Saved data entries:
==================================================

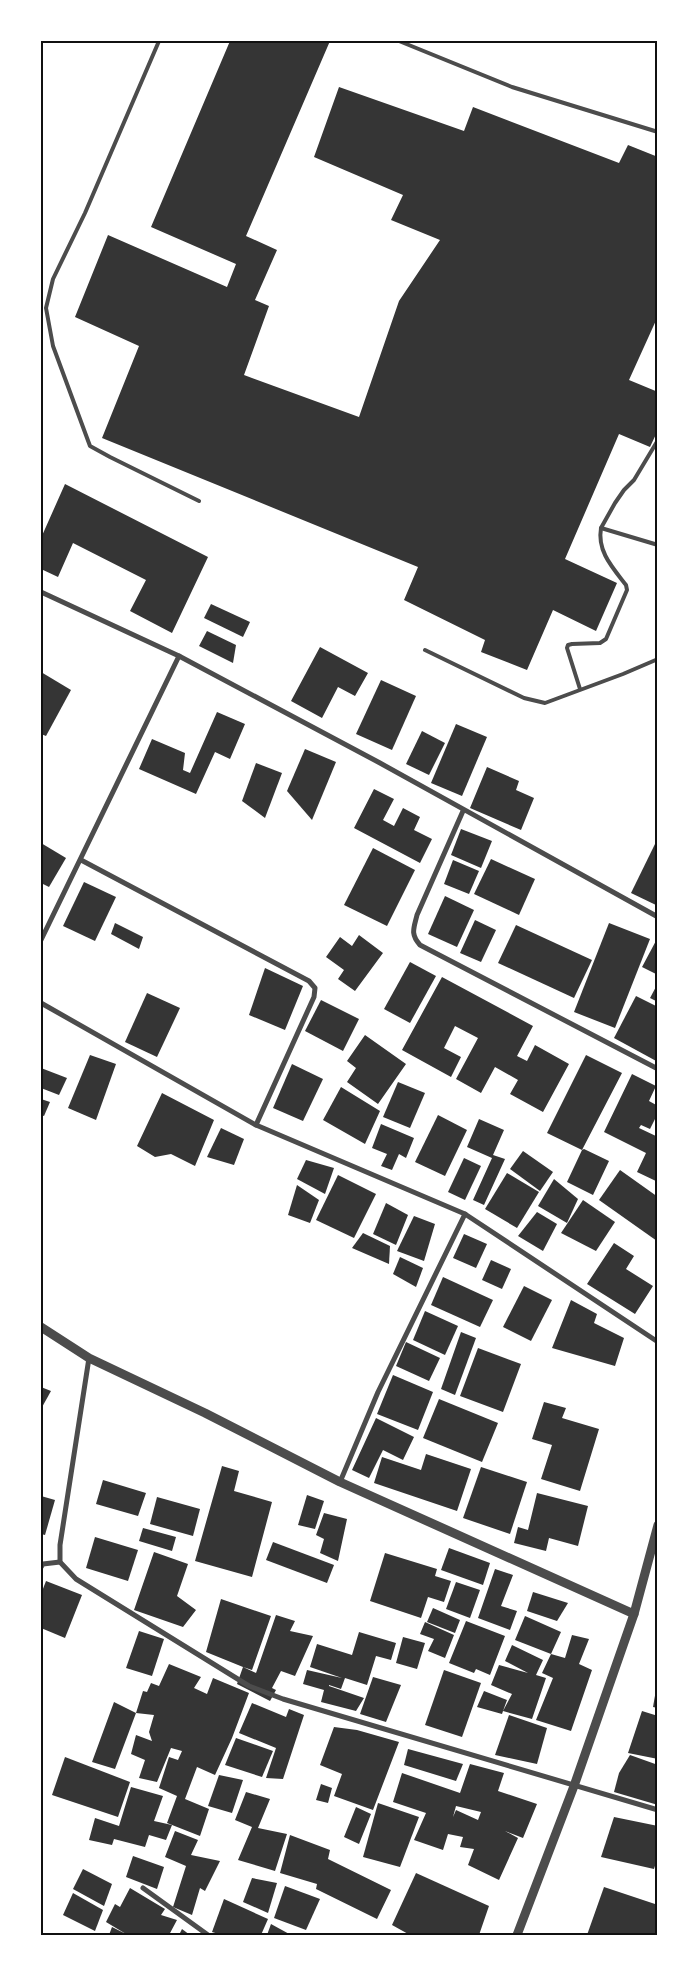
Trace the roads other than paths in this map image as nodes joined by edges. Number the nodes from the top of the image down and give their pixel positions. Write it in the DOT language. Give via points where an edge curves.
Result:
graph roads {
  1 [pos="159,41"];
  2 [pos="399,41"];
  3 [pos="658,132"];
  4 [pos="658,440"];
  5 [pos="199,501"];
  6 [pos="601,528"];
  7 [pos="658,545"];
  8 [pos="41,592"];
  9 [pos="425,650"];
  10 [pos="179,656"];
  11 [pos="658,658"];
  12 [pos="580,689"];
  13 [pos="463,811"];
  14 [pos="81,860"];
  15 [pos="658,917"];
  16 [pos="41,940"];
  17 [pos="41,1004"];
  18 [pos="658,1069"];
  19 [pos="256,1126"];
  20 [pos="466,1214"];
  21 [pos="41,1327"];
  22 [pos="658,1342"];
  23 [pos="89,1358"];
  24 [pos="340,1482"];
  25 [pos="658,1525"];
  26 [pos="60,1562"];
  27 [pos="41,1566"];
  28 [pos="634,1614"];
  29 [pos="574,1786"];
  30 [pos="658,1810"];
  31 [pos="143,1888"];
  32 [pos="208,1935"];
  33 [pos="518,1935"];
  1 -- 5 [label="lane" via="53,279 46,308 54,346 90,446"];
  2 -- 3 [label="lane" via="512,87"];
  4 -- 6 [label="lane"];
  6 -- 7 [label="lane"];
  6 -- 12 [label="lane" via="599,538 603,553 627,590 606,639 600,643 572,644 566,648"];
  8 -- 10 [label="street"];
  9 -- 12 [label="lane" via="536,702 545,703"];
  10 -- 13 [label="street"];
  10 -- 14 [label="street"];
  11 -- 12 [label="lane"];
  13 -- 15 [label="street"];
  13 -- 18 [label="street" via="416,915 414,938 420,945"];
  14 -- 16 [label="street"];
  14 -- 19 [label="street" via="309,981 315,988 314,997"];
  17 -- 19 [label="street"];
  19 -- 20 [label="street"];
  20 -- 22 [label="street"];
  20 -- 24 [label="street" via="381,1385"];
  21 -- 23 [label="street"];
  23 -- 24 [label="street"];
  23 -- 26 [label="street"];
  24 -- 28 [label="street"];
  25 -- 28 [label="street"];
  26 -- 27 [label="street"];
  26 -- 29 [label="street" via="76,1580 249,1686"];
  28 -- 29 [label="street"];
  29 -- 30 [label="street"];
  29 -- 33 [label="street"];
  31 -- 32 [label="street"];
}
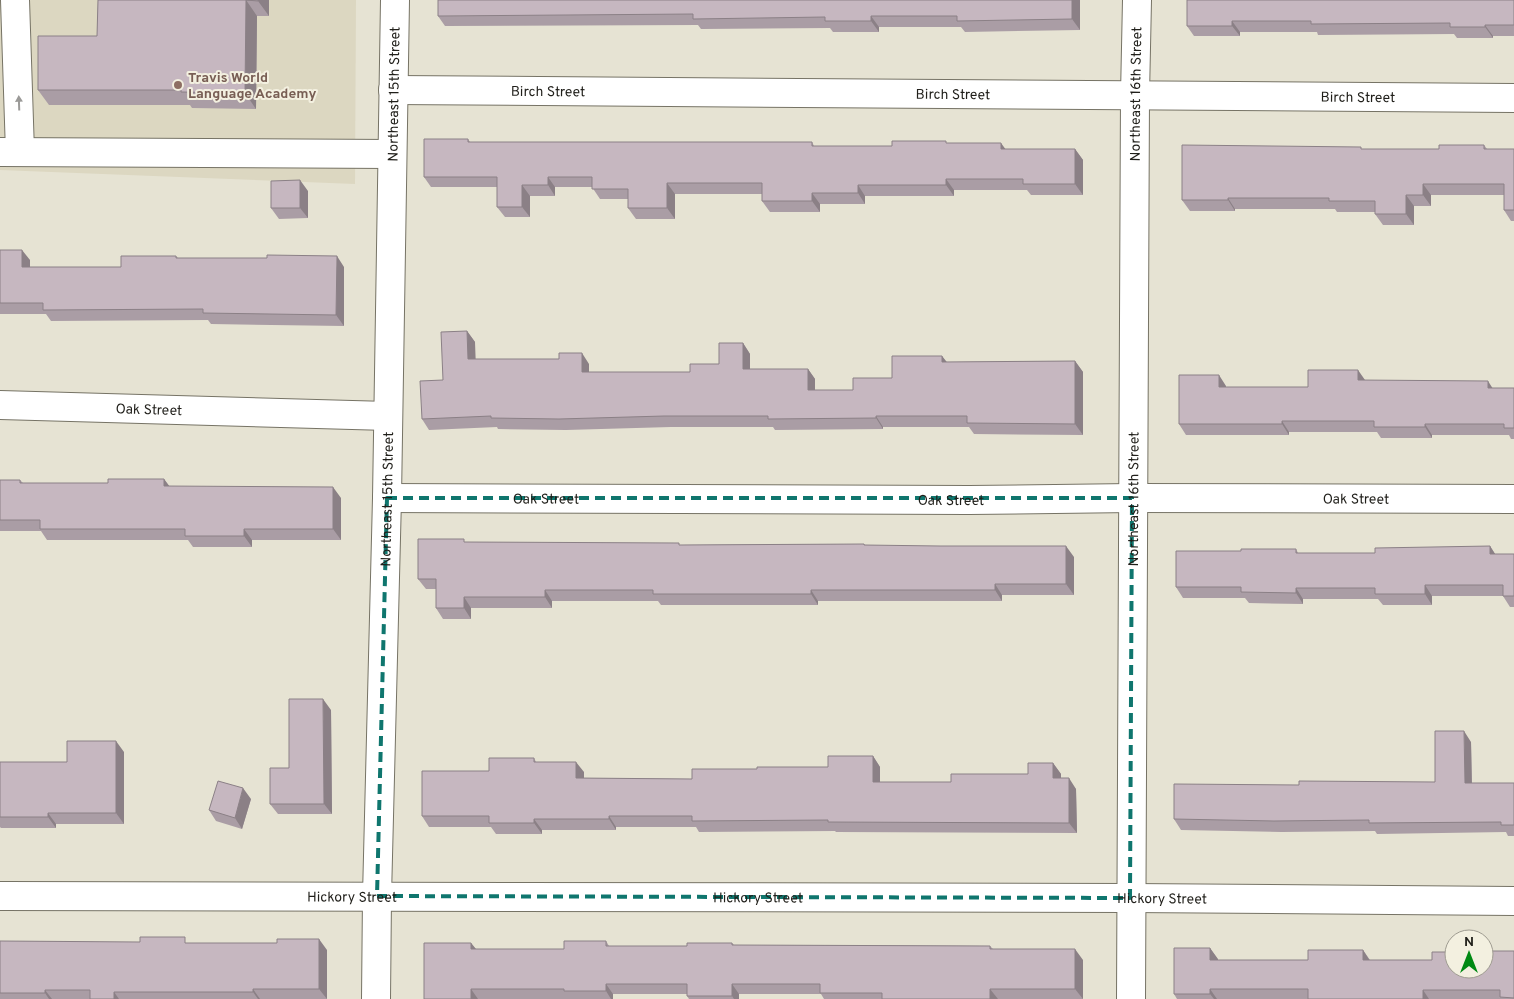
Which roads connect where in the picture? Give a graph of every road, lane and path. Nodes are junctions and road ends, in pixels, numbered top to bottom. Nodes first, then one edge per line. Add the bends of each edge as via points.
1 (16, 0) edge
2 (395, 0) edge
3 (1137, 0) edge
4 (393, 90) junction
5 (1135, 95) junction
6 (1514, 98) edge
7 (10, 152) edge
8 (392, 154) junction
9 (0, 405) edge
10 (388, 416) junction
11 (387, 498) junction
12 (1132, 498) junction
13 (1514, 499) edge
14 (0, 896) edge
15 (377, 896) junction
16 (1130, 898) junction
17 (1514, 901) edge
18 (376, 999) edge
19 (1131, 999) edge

==================================================

• _TASK INSTRUCTIONS_
All entries must come back exactly as written, though without their pictures.

• _SOLUTION TO THIS TASK_
Trace the roads other than paths in this map image as nodes joined by edges. Number the nodes from the top of the image down and give their pixel positions. Write it in the DOT language. Give via points where an edge curves.
Result:
graph roads {
  1 [pos="159,41"];
  2 [pos="399,41"];
  3 [pos="658,132"];
  4 [pos="658,440"];
  5 [pos="199,501"];
  6 [pos="601,528"];
  7 [pos="658,545"];
  8 [pos="41,592"];
  9 [pos="425,650"];
  10 [pos="179,656"];
  11 [pos="658,658"];
  12 [pos="580,689"];
  13 [pos="463,811"];
  14 [pos="81,860"];
  15 [pos="658,917"];
  16 [pos="41,940"];
  17 [pos="41,1004"];
  18 [pos="658,1069"];
  19 [pos="256,1126"];
  20 [pos="466,1214"];
  21 [pos="41,1327"];
  22 [pos="658,1342"];
  23 [pos="89,1358"];
  24 [pos="340,1482"];
  25 [pos="658,1525"];
  26 [pos="60,1562"];
  27 [pos="41,1566"];
  28 [pos="634,1614"];
  29 [pos="574,1786"];
  30 [pos="658,1810"];
  31 [pos="143,1888"];
  32 [pos="208,1935"];
  33 [pos="518,1935"];
  1 -- 5 [label="lane" via="53,279 46,308 54,346 90,446"];
  2 -- 3 [label="lane" via="512,87"];
  4 -- 6 [label="lane"];
  6 -- 7 [label="lane"];
  6 -- 12 [label="lane" via="599,538 603,553 627,590 606,639 600,643 572,644 566,648"];
  8 -- 10 [label="street"];
  9 -- 12 [label="lane" via="536,702 545,703"];
  10 -- 13 [label="street"];
  10 -- 14 [label="street"];
  11 -- 12 [label="lane"];
  13 -- 15 [label="street"];
  13 -- 18 [label="street" via="416,915 414,938 420,945"];
  14 -- 16 [label="street"];
  14 -- 19 [label="street" via="309,981 315,988 314,997"];
  17 -- 19 [label="street"];
  19 -- 20 [label="street"];
  20 -- 22 [label="street"];
  20 -- 24 [label="street" via="381,1385"];
  21 -- 23 [label="street"];
  23 -- 24 [label="street"];
  23 -- 26 [label="street"];
  24 -- 28 [label="street"];
  25 -- 28 [label="street"];
  26 -- 27 [label="street"];
  26 -- 29 [label="street" via="76,1580 249,1686"];
  28 -- 29 [label="street"];
  29 -- 30 [label="street"];
  29 -- 33 [label="street"];
  31 -- 32 [label="street"];
}
Which roads connect where in the picture? Give a graph of every road, lane and path. Nodes are junctions and road ends, in pixels, numbered top to bottom. Nodes first, then one edge per line. Add the bends of each edge as via points.
1 (16, 0) edge
2 (395, 0) edge
3 (1137, 0) edge
4 (393, 90) junction
5 (1135, 95) junction
6 (1514, 98) edge
7 (10, 152) edge
8 (392, 154) junction
9 (0, 405) edge
10 (388, 416) junction
11 (387, 498) junction
12 (1132, 498) junction
13 (1514, 499) edge
14 (0, 896) edge
15 (377, 896) junction
16 (1130, 898) junction
17 (1514, 901) edge
18 (376, 999) edge
19 (1131, 999) edge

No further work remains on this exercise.